Le nouvel axe du REV traverse l’île de Montréal du nord au sud sur près de 9 kilomètres. De part et d’autre de la rue Saint-Denis, deux larges pistes cyclables, unidirectionnelles et balisées, ont amputé autant de voies de circulation automobile. L’artère cyclable traverse quatre arrondissements et permet de relier de nombreux lieux importants, comme le marché Jean-Talon. Dans certains secteurs, la piste emprunte les rues Lajeunesse et Berri.
« Des infrastructures plus larges et à haute capacité, on en demande depuis les années 1990, mais on se faisait toujours fermer la porte », raconte François Dandurand. Depuis 30 ans, il milite auprès de divers groupes en faveur de la mobilité active. Après Le Monde à bicyclette, il est aujourd’hui membre de la Coalition vélo de Montréal et a cofondé les associations pour la mobilité active de Ville-Marie et de Verdun.
« Pour moi, le REV, c’est un peu comme un aboutissement, explique-t-il. Le nom peut évoquer le rêve, ou encore la révolution active. » Il estime que la transformation de la rue Saint-Denis va également bénéficier aux piétons et sécuriser les intersections.
Les participants s’étaient donnés rendez-vous au parc Jeanne-Sauvé, en bordure du boulevard Gouin. Vers 11h20, le contingent a emprunté la rue Berri en direction sud avant de rejoindre la rue Saint-Denis, à hauteur du boulevard Crémazie. Certains tronçons du REV étaient toujours en chantier : des agents du Service de Police de la Ville de Montréal (SPVM) assuraient la sécurité des différents usagers.
Vers 12h15, à hauteur de la rue Gounod, une altercation a eu lieu entre un automobiliste et un peloton de cyclistes. Les forces de l’ordre présentes sur les lieux sont rapidement intervenues, et le circuit a pu se poursuivre sans autre perturbation.
Johanne Meunier ne savait rien de l’événement qui a réuni quelques centaines de cyclistes, samedi.

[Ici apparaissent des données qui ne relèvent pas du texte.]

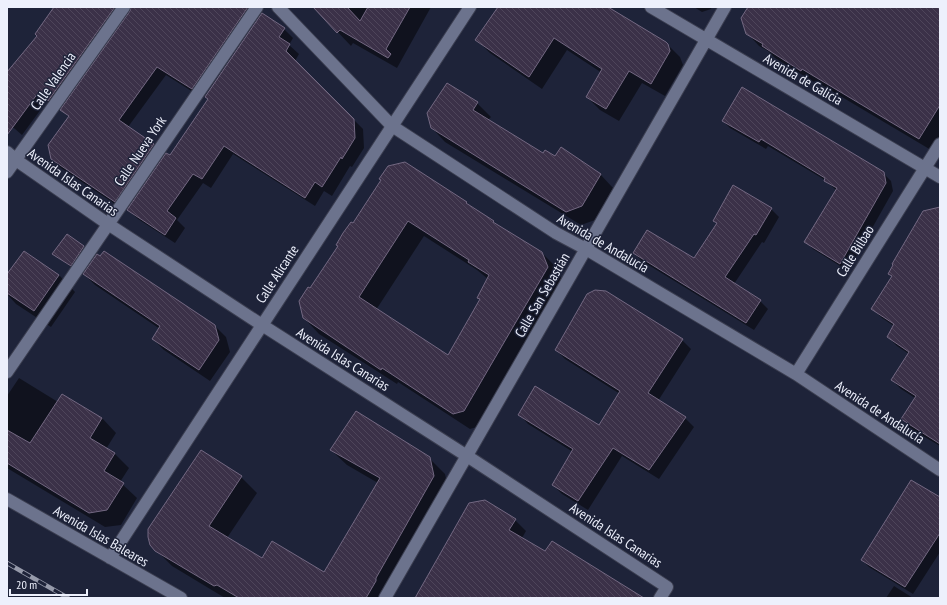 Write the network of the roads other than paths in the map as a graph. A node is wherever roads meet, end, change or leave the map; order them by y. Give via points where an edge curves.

Elle a pourtant interrompu sa balade quotidienne pour s’y joindre spontanément.
En appui aux commerçants
« On croit fermement que le salut et la relance de la rue Saint-Denis passe par le REV, affirme l’organisateur de l’événement, Jacques Nacouzi. C’est une condition sine qua non pour qu’elle devienne à nouveau une destination prisée. »
Une vingtaine de commerçants a répondu à l’appel de Jacques Nacouzi, qui est aussi propriétaire de Code & Café. Pour l’occasion, certains offraient des rabais – d’autres ont profité de la température clémente pour vendre leurs produits à l’extérieur. « Le REV est très important pour Montréal, croit Ben Adler, le propriétaire de Rebicycle. Ça va non seulement revitaliser la rue Saint-Denis, mais bien toute la culture cycliste. Ça va tout changer.» L’entreprise avait investi la terrasse d’un commerce voisin pour une vente de fin de saison.

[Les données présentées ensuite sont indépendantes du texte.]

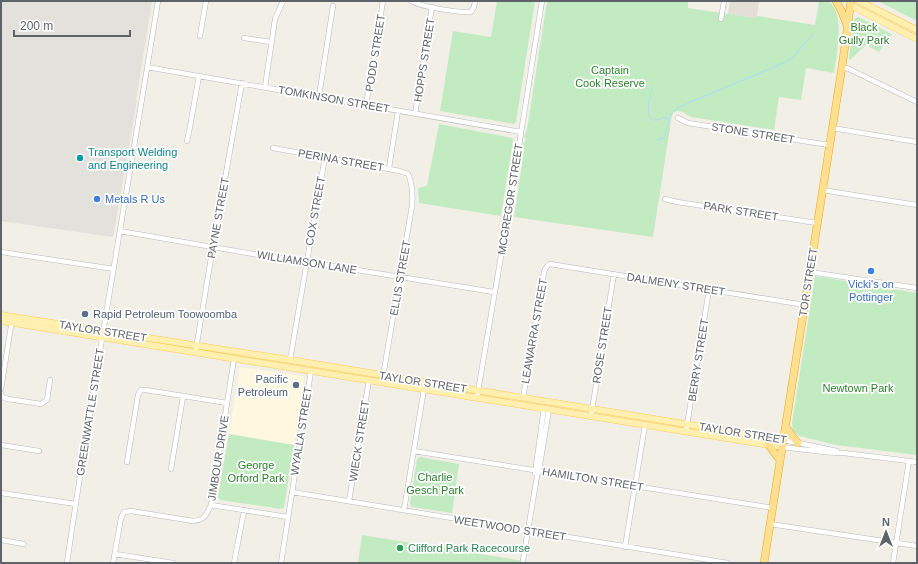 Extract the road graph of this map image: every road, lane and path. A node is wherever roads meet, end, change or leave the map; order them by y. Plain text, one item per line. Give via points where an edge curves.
1 (158, 1) edge
2 (206, 1) edge
3 (283, 1) edge
4 (383, 1) edge
5 (411, 1) edge
6 (475, 1) edge
7 (542, 1) edge
8 (724, 1) edge
9 (836, 1) edge
10 (842, 1) edge
11 (859, 1) edge
12 (851, 3) edge
13 (333, 6) dead end
14 (432, 7) junction
15 (864, 13) junction
16 (849, 18) junction
17 (721, 19) dead end
18 (847, 27) junction
19 (917, 30) edge
20 (200, 36) dead end
21 (244, 38) dead end
22 (917, 39) edge
23 (271, 42) junction
24 (147, 67) junction
25 (842, 67) junction
26 (199, 76) junction
27 (242, 84) junction
28 (265, 87) junction
29 (319, 96) junction
30 (917, 102) edge
31 (366, 105) junction
32 (398, 111) junction
33 (415, 114) junction
34 (678, 118) dead end
35 (832, 128) junction
36 (521, 132) junction
37 (187, 141) dead end
38 (917, 142) edge
39 (829, 145) junction
40 (273, 148) dead end
41 (325, 157) junction
42 (388, 168) junction
43 (408, 174) joint
44 (822, 190) junction
45 (665, 199) dead end
46 (917, 205) edge
47 (817, 223) junction
48 (120, 231) junction
49 (213, 246) junction
50 (1, 252) edge
51 (307, 262) junction
52 (547, 266) joint
53 (114, 269) junction
54 (810, 272) junction
55 (614, 274) junction
56 (400, 277) junction
57 (917, 288) edge
58 (709, 290) junction
59 (494, 292) junction
60 (805, 305) junction
61 (1, 315) edge
62 (12, 320) junction
63 (1, 322) edge
64 (102, 334) junction
65 (196, 349) junction
66 (234, 358) junction
67 (290, 360) junction
68 (311, 371) junction
69 (383, 379) junction
70 (50, 380) dead end
71 (369, 380) junction
72 (1, 389) edge
73 (424, 389) junction
74 (478, 391) junction
75 (1, 393) edge
76 (183, 397) junction
77 (477, 398) junction
78 (523, 398) junction
79 (227, 403) junction
80 (547, 408) junction
81 (592, 409) junction
82 (591, 416) junction
83 (687, 424) junction
84 (645, 425) junction
85 (786, 427) junction
86 (686, 431) junction
87 (783, 443) junction
88 (798, 443) junction
89 (768, 444) junction
90 (1, 445) edge
91 (39, 451) dead end
92 (414, 451) junction
93 (844, 453) junction
94 (780, 460) junction
95 (909, 461) junction
96 (127, 462) dead end
97 (917, 462) edge
98 (171, 469) dead end
99 (537, 470) junction
100 (635, 486) junction
101 (292, 492) junction
102 (1, 493) edge
103 (349, 501) junction
104 (76, 504) junction
105 (211, 506) junction
106 (773, 508) junction
107 (404, 510) junction
108 (244, 511) junction
109 (288, 517) junction
110 (770, 524) junction
111 (528, 531) junction
112 (1, 540) edge
113 (896, 543) junction
114 (24, 544) dead end
115 (917, 546) edge
116 (625, 547) junction
117 (115, 554) junction
118 (523, 560) dead end
119 (67, 563) edge
120 (113, 563) edge
121 (173, 563) edge
122 (234, 563) edge
123 (281, 563) edge
124 (728, 563) edge
125 (764, 563) edge
126 (893, 563) edge

1 - 24 street, GREENWATTLE STREET
2 - 20 street
3 - 23 street via 275,19
4 - 31 street, PODD STREET
5 - 14 street
6 - 14 street via 471,12 465,13
7 - 36 street, MCGREGOR STREET
8 - 17 street
9 - 18 highway via 842,10
10 - 12 highway
11 - 19 main road
12 - 15 main road
12 - 16 highway, TOR STREET
13 - 29 street
14 - 33 street, HOPPS STREET
15 - 16 main road
15 - 22 main road
16 - 18 highway, TOR STREET
18 - 25 highway, TOR STREET
21 - 23 street
23 - 28 street
24 - 26 street, TOMKINSON STREET
24 - 48 street, GREENWATTLE STREET
25 - 30 street
25 - 35 highway, TOR STREET
26 - 27 street, TOMKINSON STREET
26 - 37 street
27 - 28 street, TOMKINSON STREET
27 - 49 street, PAYNE STREET
28 - 29 street, TOMKINSON STREET
29 - 31 street, TOMKINSON STREET
31 - 32 street, TOMKINSON STREET
32 - 33 street, TOMKINSON STREET
32 - 42 street
33 - 36 street, TOMKINSON STREET
34 - 39 street, STONE STREET via 688,123
35 - 38 street
35 - 39 highway, TOR STREET
36 - 59 street, MCGREGOR STREET
39 - 44 highway, TOR STREET
40 - 41 street, PERINA STREET
41 - 42 street, PERINA STREET
41 - 51 street, COX STREET
42 - 43 street, PERINA STREET
43 - 56 street, ELLIS STREET via 413,198
44 - 46 street
44 - 47 highway, TOR STREET
45 - 47 street, PARK STREET
47 - 54 highway, TOR STREET
48 - 49 street, WILLIAMSON LANE
48 - 53 street, GREENWATTLE STREET
49 - 51 street, WILLIAMSON LANE
49 - 65 street, PAYNE STREET
50 - 53 street
51 - 56 street, WILLIAMSON LANE
51 - 67 street, COX STREET
52 - 55 street, DALMENY STREET via 550,264
52 - 78 street, LEAWARRA STREET
53 - 64 street, GREENWATTLE STREET
54 - 57 street
54 - 60 highway, TOR STREET
55 - 58 street, DALMENY STREET
55 - 81 street, ROSE STREET
56 - 59 street, WILLIAMSON LANE
56 - 69 street, ELLIS STREET
58 - 60 street, DALMENY STREET
58 - 83 street, BERRY STREET
59 - 74 street, MCGREGOR STREET
60 - 85 highway, TOR STREET
61 - 62 main road, TAYLOR STREET
62 - 63 main road, TAYLOR STREET
62 - 64 main road, TAYLOR STREET
62 - 72 street
64 - 65 main road, TAYLOR STREET
64 - 104 street, GREENWATTLE STREET
65 - 66 main road, TAYLOR STREET
65 - 67 main road, TAYLOR STREET
66 - 68 main road, TAYLOR STREET
66 - 79 street, JIMBOUR DRIVE
67 - 68 main road via 309,366
67 - 69 main road, TAYLOR STREET
68 - 71 main road, TAYLOR STREET
68 - 101 street, WYALLA STREET
69 - 71 main road, TAYLOR STREET
69 - 73 main road, TAYLOR STREET
69 - 74 main road, TAYLOR STREET
70 - 75 street via 47,400 41,404 8,399 2,397
71 - 103 street, WIECK STREET
73 - 77 main road, TAYLOR STREET
73 - 92 street
74 - 77 street, MCGREGOR STREET
74 - 78 main road, TAYLOR STREET
76 - 79 street
76 - 96 street via 140,390
76 - 98 street
77 - 80 main road, TAYLOR STREET
78 - 81 main road, TAYLOR STREET
79 - 105 street, JIMBOUR DRIVE
80 - 82 main road, TAYLOR STREET
80 - 99 street
81 - 82 street, ROSE STREET
81 - 83 main road, TAYLOR STREET
82 - 84 main road, TAYLOR STREET
83 - 86 street, BERRY STREET
83 - 87 main road, TAYLOR STREET
84 - 86 main road, TAYLOR STREET
84 - 100 street
85 - 87 highway, TOR STREET
85 - 88 highway
86 - 89 main road, TAYLOR STREET
87 - 88 street, TAYLOR STREET
87 - 89 main road, TAYLOR STREET
87 - 93 street, TAYLOR STREET
87 - 94 highway, TOR STREET
88 - 93 street, TAYLOR STREET
89 - 94 highway
90 - 91 street
92 - 99 street, HAMILTON STREET
92 - 107 street
93 - 95 street, TAYLOR STREET
94 - 106 highway, TOR STREET
95 - 97 street, TAYLOR STREET
95 - 113 street
99 - 100 street, HAMILTON STREET
99 - 111 street
100 - 106 street, HAMILTON STREET
100 - 116 street
101 - 103 street, WEETWOOD STREET
101 - 109 street, WYALLA STREET
102 - 104 street
103 - 107 street, WEETWOOD STREET
104 - 119 street, GREENWATTLE STREET
105 - 108 street
105 - 117 street, JIMBOUR DRIVE via 200,520 193,521 124,512 120,518
106 - 110 highway, TOR STREET
107 - 111 street, WEETWOOD STREET
108 - 109 street
108 - 122 street
109 - 123 street, WYALLA STREET
110 - 113 street
110 - 125 highway, TOR STREET
111 - 116 street, WEETWOOD STREET
111 - 118 street
112 - 114 street
113 - 115 street
113 - 126 street
116 - 124 street, WEETWOOD STREET
117 - 120 street, JIMBOUR DRIVE
117 - 121 street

« C’est aussi un événement pour soutenir les commerçants de la rue Saint-Denis », affirme Jacques Nacouzi, lui-même cycliste. En plus de rendre l’artère commerciale accessible à une plus grande diversité d’usagers, le REV permettra de diminuer le trafic automobile.
Jacques Nacouzi déplore que l’attention médiatique ait surtout été octroyée aux détracteurs de la piste cyclable. « Ça parle très fort, des gens mécontents. Pourtant, c’est à chacun de décider d’en faire un problème ou une opportunité et pour moi, c’est très positif. »
Des exemples probants
En 2012, une étude du New York City Department Of Transport (NYCDOT) a conclu que l’instauration de pistes cyclables protégées pouvait encourager le commerce de proximité. Sur la 9e Avenue, les entreprises locales ont connu une hausse des ventes au détail de 49%. À l’échelle de l’arrondissement, cette hausse est de 3%. Un diminution de 58% de blessures a par ailleurs été observée pour l’ensemble des usagers de la route.
À Toronto, le Centre for Active Transportation (TCAT) a analysé l’impact économique de l’installation d’une piste cyclable sur Bloor Street – Danforth Avenue, une rue semblable, mais sans piste cyclable, servait de comparaison. L’étude a relevé un impact économique positif, ou du moins neutre, de la voie cyclable. Sur Bloor Street, la proportion de déplacements effectués à vélo a presque triplé, passant de 7% à 20%.
Au mois d’août, une soixantaine de marchands de la rue Saint-Denis se disaient inquiets pour l’avenir de leur commerce et de l’artère et signaient une lettre ouverte publiée dans La Presse. À la mi-septembre, trois commerces ont envoyé une mise en demeure à la mairesse Valérie Plante, l’invitant à « suspendre ou à annuler les travaux » qui « rend[ent] impossible la survie de leur commerce ».